### DATA UNDER STUDY
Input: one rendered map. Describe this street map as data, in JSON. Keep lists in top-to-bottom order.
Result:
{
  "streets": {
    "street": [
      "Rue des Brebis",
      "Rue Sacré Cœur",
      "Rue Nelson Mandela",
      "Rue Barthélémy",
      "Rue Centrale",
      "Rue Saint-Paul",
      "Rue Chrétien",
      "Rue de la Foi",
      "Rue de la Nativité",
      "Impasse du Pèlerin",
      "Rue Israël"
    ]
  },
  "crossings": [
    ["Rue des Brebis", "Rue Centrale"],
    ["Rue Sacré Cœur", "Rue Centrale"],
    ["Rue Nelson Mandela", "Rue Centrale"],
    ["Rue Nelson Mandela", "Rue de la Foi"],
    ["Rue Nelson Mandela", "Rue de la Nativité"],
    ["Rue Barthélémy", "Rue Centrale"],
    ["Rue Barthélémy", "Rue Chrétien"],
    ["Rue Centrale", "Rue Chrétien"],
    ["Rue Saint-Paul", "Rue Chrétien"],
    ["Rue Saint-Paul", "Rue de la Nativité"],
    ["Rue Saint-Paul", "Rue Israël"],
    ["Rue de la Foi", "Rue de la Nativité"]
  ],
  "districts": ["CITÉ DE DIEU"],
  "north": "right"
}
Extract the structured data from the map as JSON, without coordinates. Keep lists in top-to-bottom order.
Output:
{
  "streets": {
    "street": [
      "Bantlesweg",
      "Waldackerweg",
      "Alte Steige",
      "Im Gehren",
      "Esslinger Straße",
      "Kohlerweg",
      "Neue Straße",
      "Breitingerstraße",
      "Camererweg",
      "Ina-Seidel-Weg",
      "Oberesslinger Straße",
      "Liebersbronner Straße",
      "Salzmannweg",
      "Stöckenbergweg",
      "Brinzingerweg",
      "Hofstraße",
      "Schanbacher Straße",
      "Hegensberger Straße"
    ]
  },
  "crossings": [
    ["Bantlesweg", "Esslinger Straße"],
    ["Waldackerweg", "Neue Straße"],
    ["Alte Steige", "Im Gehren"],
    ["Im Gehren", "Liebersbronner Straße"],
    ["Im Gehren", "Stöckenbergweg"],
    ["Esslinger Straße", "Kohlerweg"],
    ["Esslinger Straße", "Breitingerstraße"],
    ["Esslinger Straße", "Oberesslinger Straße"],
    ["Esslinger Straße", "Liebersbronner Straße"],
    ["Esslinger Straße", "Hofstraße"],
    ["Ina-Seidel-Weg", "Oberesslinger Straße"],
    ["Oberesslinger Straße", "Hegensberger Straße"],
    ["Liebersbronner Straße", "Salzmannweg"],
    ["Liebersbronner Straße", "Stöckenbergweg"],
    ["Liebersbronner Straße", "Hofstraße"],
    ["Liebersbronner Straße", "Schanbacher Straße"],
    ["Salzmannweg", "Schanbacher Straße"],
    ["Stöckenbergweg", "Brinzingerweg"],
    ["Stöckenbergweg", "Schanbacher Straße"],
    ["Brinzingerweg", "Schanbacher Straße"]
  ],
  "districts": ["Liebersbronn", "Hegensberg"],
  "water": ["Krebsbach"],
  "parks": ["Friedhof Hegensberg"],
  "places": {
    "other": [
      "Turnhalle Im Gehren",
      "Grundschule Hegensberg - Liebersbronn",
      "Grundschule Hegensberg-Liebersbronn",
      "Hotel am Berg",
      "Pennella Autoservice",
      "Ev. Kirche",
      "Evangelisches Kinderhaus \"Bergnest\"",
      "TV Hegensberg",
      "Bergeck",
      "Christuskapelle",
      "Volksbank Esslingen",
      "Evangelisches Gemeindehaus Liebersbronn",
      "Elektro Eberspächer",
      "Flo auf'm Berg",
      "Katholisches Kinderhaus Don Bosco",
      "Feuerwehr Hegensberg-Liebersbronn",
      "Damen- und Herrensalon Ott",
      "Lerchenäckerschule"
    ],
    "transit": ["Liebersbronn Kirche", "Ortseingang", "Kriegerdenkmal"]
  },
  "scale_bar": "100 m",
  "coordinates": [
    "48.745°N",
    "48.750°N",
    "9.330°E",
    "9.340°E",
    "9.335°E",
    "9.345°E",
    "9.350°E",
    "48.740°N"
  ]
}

### WHAT NEEDS TO BE DONE
Take each line of the listing above and set it down again exactly.

### PROBLEM SOLUTION
Input: one rendered map. Describe this street map as data, in JSON. Keep lists in top-to-bottom order.
Result:
{
  "streets": {
    "street": [
      "Rue des Brebis",
      "Rue Sacré Cœur",
      "Rue Nelson Mandela",
      "Rue Barthélémy",
      "Rue Centrale",
      "Rue Saint-Paul",
      "Rue Chrétien",
      "Rue de la Foi",
      "Rue de la Nativité",
      "Impasse du Pèlerin",
      "Rue Israël"
    ]
  },
  "crossings": [
    ["Rue des Brebis", "Rue Centrale"],
    ["Rue Sacré Cœur", "Rue Centrale"],
    ["Rue Nelson Mandela", "Rue Centrale"],
    ["Rue Nelson Mandela", "Rue de la Foi"],
    ["Rue Nelson Mandela", "Rue de la Nativité"],
    ["Rue Barthélémy", "Rue Centrale"],
    ["Rue Barthélémy", "Rue Chrétien"],
    ["Rue Centrale", "Rue Chrétien"],
    ["Rue Saint-Paul", "Rue Chrétien"],
    ["Rue Saint-Paul", "Rue de la Nativité"],
    ["Rue Saint-Paul", "Rue Israël"],
    ["Rue de la Foi", "Rue de la Nativité"]
  ],
  "districts": ["CITÉ DE DIEU"],
  "north": "right"
}
Extract the structured data from the map as JSON, without coordinates. Keep lists in top-to-bottom order.
Output:
{
  "streets": {
    "street": [
      "Bantlesweg",
      "Waldackerweg",
      "Alte Steige",
      "Im Gehren",
      "Esslinger Straße",
      "Kohlerweg",
      "Neue Straße",
      "Breitingerstraße",
      "Camererweg",
      "Ina-Seidel-Weg",
      "Oberesslinger Straße",
      "Liebersbronner Straße",
      "Salzmannweg",
      "Stöckenbergweg",
      "Brinzingerweg",
      "Hofstraße",
      "Schanbacher Straße",
      "Hegensberger Straße"
    ]
  },
  "crossings": [
    ["Bantlesweg", "Esslinger Straße"],
    ["Waldackerweg", "Neue Straße"],
    ["Alte Steige", "Im Gehren"],
    ["Im Gehren", "Liebersbronner Straße"],
    ["Im Gehren", "Stöckenbergweg"],
    ["Esslinger Straße", "Kohlerweg"],
    ["Esslinger Straße", "Breitingerstraße"],
    ["Esslinger Straße", "Oberesslinger Straße"],
    ["Esslinger Straße", "Liebersbronner Straße"],
    ["Esslinger Straße", "Hofstraße"],
    ["Ina-Seidel-Weg", "Oberesslinger Straße"],
    ["Oberesslinger Straße", "Hegensberger Straße"],
    ["Liebersbronner Straße", "Salzmannweg"],
    ["Liebersbronner Straße", "Stöckenbergweg"],
    ["Liebersbronner Straße", "Hofstraße"],
    ["Liebersbronner Straße", "Schanbacher Straße"],
    ["Salzmannweg", "Schanbacher Straße"],
    ["Stöckenbergweg", "Brinzingerweg"],
    ["Stöckenbergweg", "Schanbacher Straße"],
    ["Brinzingerweg", "Schanbacher Straße"]
  ],
  "districts": ["Liebersbronn", "Hegensberg"],
  "water": ["Krebsbach"],
  "parks": ["Friedhof Hegensberg"],
  "places": {
    "other": [
      "Turnhalle Im Gehren",
      "Grundschule Hegensberg - Liebersbronn",
      "Grundschule Hegensberg-Liebersbronn",
      "Hotel am Berg",
      "Pennella Autoservice",
      "Ev. Kirche",
      "Evangelisches Kinderhaus \"Bergnest\"",
      "TV Hegensberg",
      "Bergeck",
      "Christuskapelle",
      "Volksbank Esslingen",
      "Evangelisches Gemeindehaus Liebersbronn",
      "Elektro Eberspächer",
      "Flo auf'm Berg",
      "Katholisches Kinderhaus Don Bosco",
      "Feuerwehr Hegensberg-Liebersbronn",
      "Damen- und Herrensalon Ott",
      "Lerchenäckerschule"
    ],
    "transit": ["Liebersbronn Kirche", "Ortseingang", "Kriegerdenkmal"]
  },
  "scale_bar": "100 m",
  "coordinates": [
    "48.745°N",
    "48.750°N",
    "9.330°E",
    "9.340°E",
    "9.335°E",
    "9.345°E",
    "9.350°E",
    "48.740°N"
  ]
}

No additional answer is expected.